Bidik Operasikan 26 Ribu Mobil Listrik pada 2025, Apa Strategi Grab?

NKRIKU Grab Indonesia menargetkan pengoperasian 26 ribu mobil listrik pada 2025. Hal ini seiring dengan semakin gencarnya pembangunan infrastruktur pendukungnya yaitu Stasiun Pengisian Kendaraan Listrik Umum (SPKLU) dan Stasiun Penukaran Baterai Kendaraan Listrik Umum (SPBKLU).

“Grab punya target bakal operate 26 ribu mobil listrik pada 2025,” ucap Managing Director Grab Indonesia, Neneng Goenadi di Jakarta, Kamis (15/4/2021).

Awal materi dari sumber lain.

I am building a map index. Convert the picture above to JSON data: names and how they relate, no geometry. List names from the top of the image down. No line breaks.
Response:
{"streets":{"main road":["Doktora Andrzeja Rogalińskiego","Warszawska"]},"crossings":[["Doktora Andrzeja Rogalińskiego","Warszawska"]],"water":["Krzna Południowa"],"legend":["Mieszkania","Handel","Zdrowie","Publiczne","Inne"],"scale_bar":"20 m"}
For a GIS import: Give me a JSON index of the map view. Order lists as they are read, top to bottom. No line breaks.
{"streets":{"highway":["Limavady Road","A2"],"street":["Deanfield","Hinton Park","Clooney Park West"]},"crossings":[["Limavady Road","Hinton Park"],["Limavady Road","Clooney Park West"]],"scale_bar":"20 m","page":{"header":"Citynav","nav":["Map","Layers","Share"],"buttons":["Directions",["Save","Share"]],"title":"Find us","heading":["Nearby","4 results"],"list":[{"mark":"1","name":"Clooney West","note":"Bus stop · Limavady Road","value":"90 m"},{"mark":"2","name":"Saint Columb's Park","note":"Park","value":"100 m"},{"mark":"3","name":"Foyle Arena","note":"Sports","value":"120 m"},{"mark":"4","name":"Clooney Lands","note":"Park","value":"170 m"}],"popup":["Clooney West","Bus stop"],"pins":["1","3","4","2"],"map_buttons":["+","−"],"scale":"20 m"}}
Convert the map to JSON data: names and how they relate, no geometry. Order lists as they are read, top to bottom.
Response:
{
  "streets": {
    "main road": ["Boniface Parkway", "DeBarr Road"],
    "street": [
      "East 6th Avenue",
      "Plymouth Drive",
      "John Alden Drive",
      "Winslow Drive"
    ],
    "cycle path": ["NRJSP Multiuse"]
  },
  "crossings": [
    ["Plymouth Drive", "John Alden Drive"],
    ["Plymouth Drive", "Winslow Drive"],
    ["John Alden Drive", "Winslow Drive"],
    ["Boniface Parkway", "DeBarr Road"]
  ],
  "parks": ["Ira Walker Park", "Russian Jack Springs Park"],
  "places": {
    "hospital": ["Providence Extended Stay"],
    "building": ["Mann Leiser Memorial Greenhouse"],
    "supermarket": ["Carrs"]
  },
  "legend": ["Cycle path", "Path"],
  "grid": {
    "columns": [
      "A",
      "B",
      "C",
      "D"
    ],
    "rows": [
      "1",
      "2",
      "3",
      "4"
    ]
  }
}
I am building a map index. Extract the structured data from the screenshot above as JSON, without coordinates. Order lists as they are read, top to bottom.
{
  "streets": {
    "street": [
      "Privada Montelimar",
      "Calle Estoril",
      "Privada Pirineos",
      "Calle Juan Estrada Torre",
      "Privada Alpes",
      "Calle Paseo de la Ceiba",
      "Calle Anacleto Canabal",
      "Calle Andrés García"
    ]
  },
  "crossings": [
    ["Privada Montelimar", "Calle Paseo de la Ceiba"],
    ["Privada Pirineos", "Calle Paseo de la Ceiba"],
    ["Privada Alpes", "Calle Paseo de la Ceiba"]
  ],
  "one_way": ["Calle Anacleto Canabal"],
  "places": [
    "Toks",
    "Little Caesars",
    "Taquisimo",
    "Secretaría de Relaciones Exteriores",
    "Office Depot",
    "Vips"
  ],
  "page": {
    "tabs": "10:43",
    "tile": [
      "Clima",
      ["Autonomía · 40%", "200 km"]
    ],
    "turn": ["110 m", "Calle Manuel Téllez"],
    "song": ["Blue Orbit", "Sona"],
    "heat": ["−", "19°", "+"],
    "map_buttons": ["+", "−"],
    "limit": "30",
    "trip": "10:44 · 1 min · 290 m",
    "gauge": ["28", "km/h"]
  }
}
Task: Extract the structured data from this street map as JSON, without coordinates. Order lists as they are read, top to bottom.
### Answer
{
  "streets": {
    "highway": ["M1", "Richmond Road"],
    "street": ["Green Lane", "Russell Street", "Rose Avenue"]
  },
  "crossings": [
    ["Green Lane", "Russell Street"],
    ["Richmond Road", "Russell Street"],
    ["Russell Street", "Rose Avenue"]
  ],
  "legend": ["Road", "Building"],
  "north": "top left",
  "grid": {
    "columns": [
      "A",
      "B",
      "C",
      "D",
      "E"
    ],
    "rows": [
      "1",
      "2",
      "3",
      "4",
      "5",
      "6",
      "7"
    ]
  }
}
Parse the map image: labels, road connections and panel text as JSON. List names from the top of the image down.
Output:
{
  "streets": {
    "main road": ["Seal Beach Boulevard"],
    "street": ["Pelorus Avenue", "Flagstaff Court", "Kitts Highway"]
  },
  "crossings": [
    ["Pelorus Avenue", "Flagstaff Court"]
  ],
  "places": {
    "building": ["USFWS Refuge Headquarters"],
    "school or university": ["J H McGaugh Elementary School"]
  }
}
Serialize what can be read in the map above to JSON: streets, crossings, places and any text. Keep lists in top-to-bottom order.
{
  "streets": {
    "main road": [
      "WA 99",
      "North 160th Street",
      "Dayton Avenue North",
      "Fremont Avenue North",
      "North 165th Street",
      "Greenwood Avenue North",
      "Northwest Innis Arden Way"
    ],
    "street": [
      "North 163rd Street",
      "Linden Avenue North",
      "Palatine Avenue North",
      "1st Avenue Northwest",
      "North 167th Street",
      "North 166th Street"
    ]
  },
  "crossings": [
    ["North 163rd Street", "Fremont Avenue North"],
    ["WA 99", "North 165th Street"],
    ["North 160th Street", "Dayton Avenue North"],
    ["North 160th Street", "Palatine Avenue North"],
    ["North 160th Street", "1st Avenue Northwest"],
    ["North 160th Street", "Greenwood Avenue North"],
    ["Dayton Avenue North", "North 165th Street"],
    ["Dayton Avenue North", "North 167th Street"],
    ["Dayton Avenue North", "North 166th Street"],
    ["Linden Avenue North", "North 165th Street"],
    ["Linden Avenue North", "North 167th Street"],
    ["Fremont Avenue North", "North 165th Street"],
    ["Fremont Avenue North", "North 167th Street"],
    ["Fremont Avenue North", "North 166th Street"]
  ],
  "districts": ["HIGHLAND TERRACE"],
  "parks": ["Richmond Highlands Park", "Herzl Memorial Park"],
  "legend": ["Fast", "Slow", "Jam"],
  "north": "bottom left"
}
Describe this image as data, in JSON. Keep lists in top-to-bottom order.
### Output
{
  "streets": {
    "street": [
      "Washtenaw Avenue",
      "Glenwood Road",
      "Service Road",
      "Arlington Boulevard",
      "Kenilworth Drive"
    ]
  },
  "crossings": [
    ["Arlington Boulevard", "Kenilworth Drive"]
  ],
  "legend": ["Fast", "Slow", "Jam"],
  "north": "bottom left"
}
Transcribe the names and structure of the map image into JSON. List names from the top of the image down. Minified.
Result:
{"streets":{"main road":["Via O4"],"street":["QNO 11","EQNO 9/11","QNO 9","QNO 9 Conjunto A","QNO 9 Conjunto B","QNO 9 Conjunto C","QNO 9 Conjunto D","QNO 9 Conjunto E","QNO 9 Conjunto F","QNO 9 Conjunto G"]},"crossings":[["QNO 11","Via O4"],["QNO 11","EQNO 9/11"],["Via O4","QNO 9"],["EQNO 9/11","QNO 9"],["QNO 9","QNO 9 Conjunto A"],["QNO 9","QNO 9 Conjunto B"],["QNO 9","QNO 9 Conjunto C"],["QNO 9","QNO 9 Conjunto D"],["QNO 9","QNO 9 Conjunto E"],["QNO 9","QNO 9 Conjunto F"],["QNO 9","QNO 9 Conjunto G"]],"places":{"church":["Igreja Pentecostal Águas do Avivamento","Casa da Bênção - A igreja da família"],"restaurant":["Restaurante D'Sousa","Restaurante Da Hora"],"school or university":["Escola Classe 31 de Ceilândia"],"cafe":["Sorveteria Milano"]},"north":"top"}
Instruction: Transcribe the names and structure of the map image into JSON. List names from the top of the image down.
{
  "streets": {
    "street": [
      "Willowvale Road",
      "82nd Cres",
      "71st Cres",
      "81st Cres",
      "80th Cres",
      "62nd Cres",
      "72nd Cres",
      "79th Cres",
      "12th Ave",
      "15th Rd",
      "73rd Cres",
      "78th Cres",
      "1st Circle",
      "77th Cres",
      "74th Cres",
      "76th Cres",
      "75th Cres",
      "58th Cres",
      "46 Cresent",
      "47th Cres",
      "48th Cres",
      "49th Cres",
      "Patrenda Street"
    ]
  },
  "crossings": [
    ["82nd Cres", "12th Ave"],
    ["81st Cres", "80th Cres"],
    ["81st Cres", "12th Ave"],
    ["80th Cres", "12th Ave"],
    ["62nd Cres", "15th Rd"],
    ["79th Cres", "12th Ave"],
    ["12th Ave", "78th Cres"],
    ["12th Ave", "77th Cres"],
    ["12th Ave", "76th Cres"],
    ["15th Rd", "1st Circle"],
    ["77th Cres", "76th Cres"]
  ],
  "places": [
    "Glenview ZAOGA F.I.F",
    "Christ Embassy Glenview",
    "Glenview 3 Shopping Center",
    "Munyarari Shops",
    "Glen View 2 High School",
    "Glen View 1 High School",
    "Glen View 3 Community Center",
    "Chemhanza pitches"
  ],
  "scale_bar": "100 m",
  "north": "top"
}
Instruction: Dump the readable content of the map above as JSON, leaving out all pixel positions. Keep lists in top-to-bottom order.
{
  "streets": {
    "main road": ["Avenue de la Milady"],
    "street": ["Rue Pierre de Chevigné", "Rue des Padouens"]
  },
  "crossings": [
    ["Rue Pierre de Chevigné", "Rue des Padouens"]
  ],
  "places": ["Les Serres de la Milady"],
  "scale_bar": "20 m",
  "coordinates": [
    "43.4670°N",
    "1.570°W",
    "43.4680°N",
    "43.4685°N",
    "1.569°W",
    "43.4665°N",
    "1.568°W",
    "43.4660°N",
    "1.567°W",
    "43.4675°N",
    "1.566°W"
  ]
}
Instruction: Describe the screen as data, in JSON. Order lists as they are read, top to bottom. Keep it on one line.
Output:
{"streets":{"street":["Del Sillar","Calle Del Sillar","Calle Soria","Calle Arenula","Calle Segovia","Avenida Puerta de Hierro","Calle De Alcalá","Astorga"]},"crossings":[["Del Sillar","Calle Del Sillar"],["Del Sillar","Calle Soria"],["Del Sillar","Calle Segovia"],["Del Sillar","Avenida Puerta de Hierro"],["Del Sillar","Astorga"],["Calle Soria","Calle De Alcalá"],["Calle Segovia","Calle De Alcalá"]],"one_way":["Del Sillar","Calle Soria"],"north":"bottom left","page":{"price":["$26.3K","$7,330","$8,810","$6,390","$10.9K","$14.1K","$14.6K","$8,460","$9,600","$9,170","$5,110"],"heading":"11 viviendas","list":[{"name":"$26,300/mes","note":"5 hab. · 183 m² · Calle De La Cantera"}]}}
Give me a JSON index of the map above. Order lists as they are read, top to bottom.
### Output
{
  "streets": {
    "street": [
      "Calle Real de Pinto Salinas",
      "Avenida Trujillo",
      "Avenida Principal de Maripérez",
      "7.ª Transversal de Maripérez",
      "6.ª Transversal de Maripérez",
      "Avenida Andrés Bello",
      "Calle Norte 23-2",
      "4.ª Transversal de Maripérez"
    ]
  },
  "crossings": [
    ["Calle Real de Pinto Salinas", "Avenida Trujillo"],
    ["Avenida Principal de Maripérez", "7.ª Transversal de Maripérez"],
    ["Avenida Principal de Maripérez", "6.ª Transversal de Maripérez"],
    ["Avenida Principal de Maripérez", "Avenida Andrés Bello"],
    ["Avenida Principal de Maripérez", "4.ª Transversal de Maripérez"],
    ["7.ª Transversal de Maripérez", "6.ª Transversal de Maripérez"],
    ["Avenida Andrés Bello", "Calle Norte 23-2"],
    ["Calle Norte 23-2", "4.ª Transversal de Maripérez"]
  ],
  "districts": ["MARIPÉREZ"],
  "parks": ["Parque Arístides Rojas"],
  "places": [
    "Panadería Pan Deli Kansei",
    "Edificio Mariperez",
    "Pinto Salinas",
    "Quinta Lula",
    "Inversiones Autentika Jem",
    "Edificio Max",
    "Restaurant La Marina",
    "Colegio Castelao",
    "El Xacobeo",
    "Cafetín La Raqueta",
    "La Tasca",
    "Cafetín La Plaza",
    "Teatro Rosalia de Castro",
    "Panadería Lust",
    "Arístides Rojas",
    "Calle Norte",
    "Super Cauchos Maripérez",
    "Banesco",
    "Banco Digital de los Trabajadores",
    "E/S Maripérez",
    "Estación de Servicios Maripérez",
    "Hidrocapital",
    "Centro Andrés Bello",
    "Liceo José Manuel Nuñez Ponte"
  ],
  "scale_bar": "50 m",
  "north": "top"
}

Neneng menuturkan, dalam mencapai target tersebut, selama dua tahun terakhir Grab telah membangun ekosistem kendaraan listrik dengan berkolaborasi bersama pemerintah hingga produsen kendaraan listrik.

baca juga:

Pada Desember 2019, Grab meluncurkan roadmap ekosistem kendaraan listrik untuk mendukung kebijakan pemerintah terkait kendaraan listrik dan membantu mencapai target 20 persen kendaraan di Indonesia harus kendaraan listrik pada 2025 mendatang.

“Kami bersama pemerintah meluncurkan roadmap EV ecosystem di mana kami mendukung program pemerintah. Pada tahun 2019 kami mengumumkan kerja sama pertama dengan Hyundai untuk pengopersian kendaraan listrik di Bandara Soekarno-Hatta,” ucapnya.

Selain itu, katanya, Grab juga telah melakukan uji coba motor listrik di Bali untuk mendukung ekosistem kendaraan listrik. Juga ikut serta membangun Stasiun Pengisian Kendaraan Listrik Umum (SPKLU) di berbagai daerah Indonesia.

Hingga tahun 2020, Grab setidaknya telah mengoperasikan 5.000 kendaraan listrik di Indonesia. Grab juga telah mencatatkan 2 juta lebih order transportasi dan pengiriman, di mana berkontribusi mengurangi kurang lebih 350 ribu ton emisi CO2. []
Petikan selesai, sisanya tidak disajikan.